What would the actual result of a lawsuit be - could it force them to rehire him, or would he be out tenure no matter what?

At this point, the chancellor has decided to forward Salaita's name to the board for confirmation. The question is if this is a good faith attempt, or an attempt to cover their rear end ahead of the lawsuit (since the chancellor violated protocol by not even forwarding his name). If it is the latter, then UIUC is bracing themselves for a fight. I think it is doubtful that courts would force them to rehire Salaita if the board rejects him. If Salaita is successful in his lawsuit (which many people expect he would be), the result would then be whatever remedies exist with regards to loss of employment and/or breach of contract. That is, the likely result is that Salaita would receive a large settlement.


In fact, if I had to guess, I think this doesn't even go to trial. UIUC settles for anywhere between 1-5 years of salary and tries to move on.

botany
Apr 27, 2013

by Lowtax

Genpei Turtle posted:

I thinks that's probably a little overblown, but even if it wasn't it wouldn't matter. The long-term damage isn't worth it. Funding to universities comes in from donations, tuition, and grants pulled in by faculty. The latter two are entirely dependent on a school's academic integrity and reputation. The "pie in the sky idealistic free inquiry" that you deride about universities isn't just some Platonic ideal--it affects a school's bottom line in a very tangible way.

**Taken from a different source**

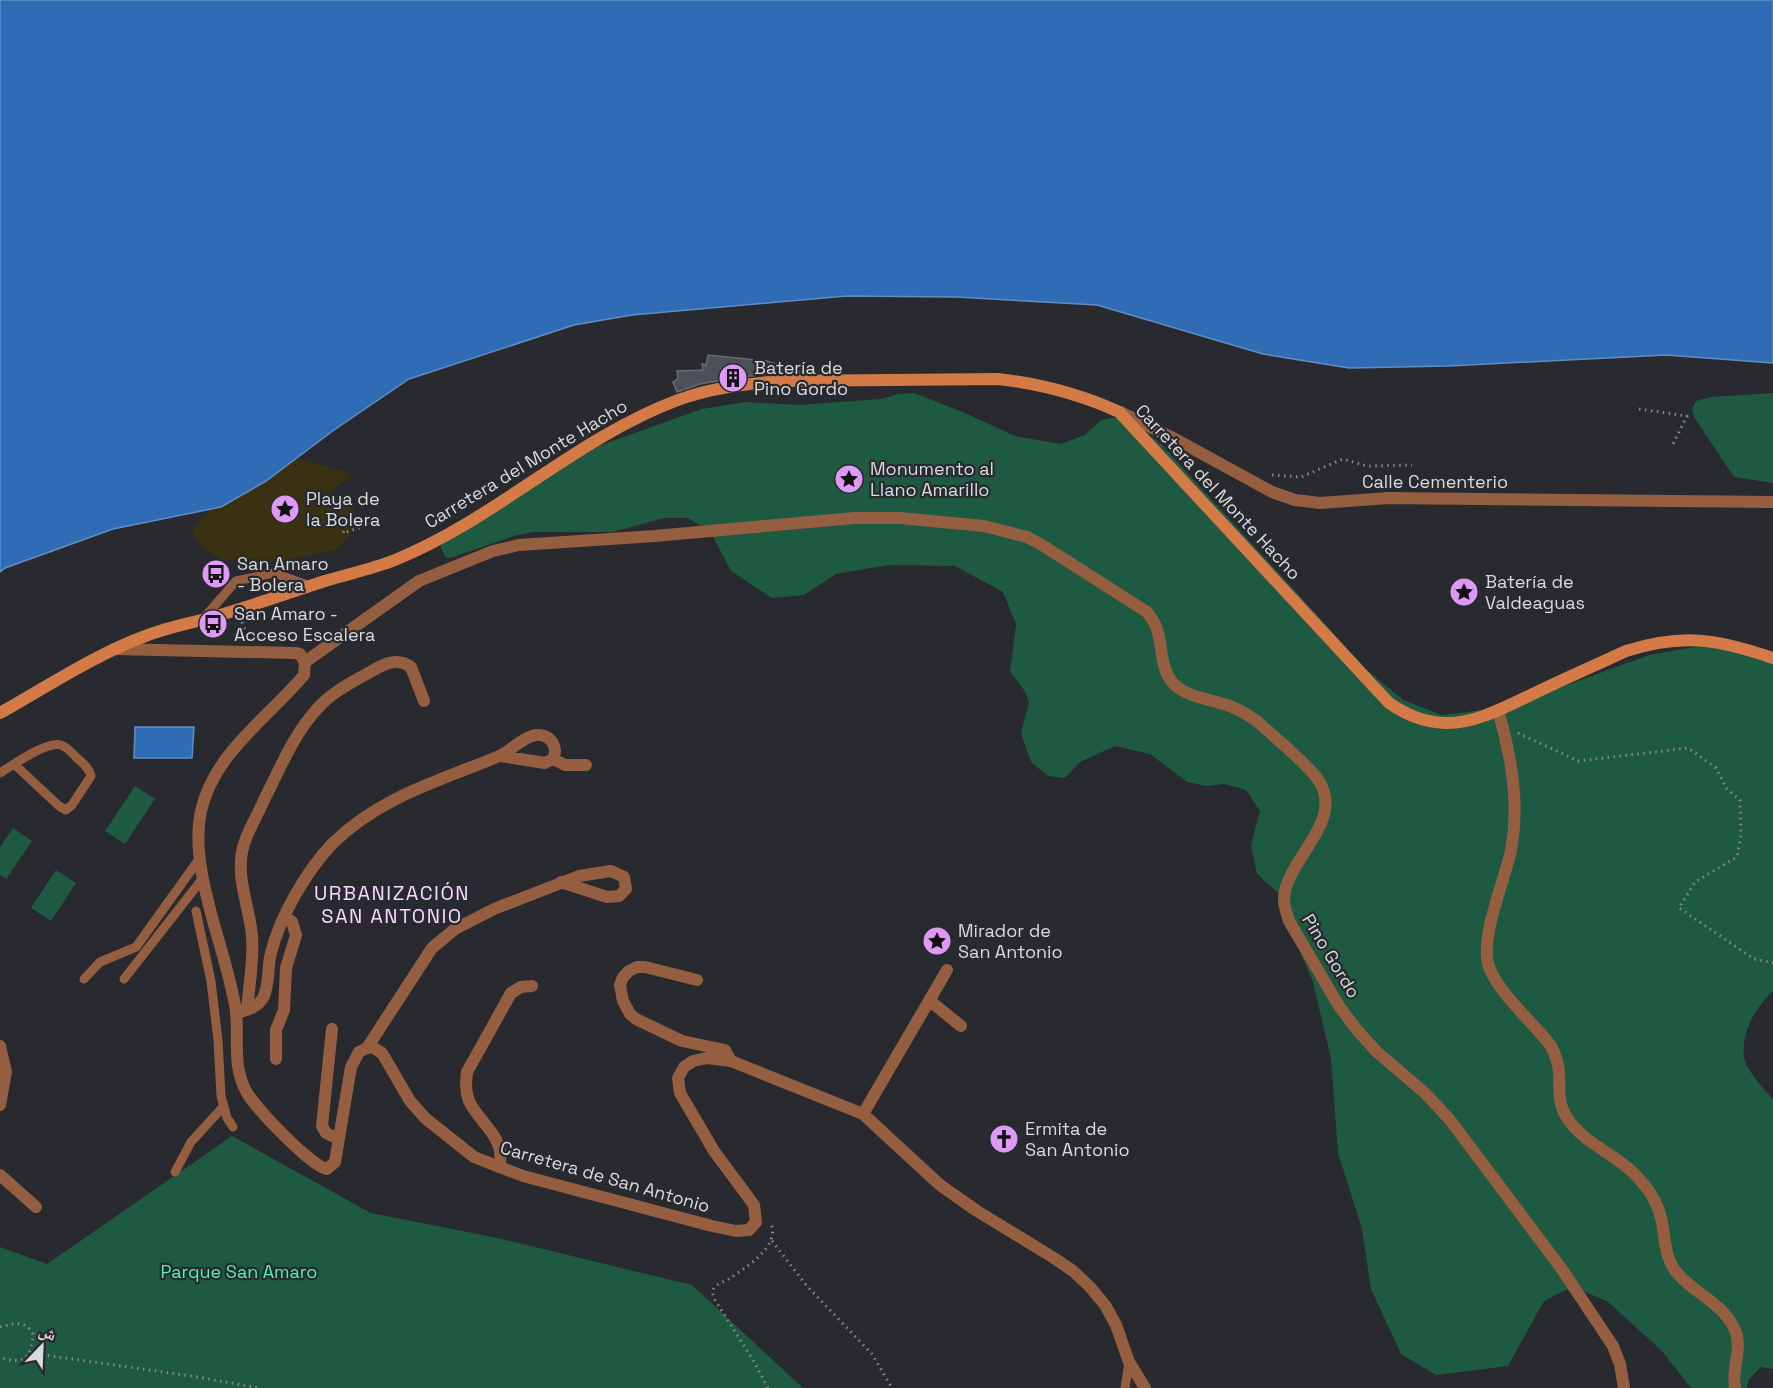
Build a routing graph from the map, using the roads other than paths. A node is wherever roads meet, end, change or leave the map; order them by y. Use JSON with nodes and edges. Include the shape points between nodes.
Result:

Students mainly pick a school on its academic reputation--even if they're cynical and see college as little more than glorified job training, they want a good school on their resumes. The prestige and quality of the research at an institution greatly affects the quantity and quality of grants that faculty pull in. That's often why you see professors who are terrible at teaching mollycoddled by the administration--they can bring in a lot of money via grants.

Making academic hiring decisions based on the whims of donors (who might also donate based on academic reputation, I might add) directly undercuts the school's academic reputation and greatly affects the amount of funding they can bring in through those revenue streams. What professor wants to do research at an institution with a reputation for silencing faculty on the basis of politics or donor complaints? Likewise who would want to give grants to a school with that reputation? And once the academic reputation of a school is damaged in such a manner fewer students will want to attend, damaging income from tuition.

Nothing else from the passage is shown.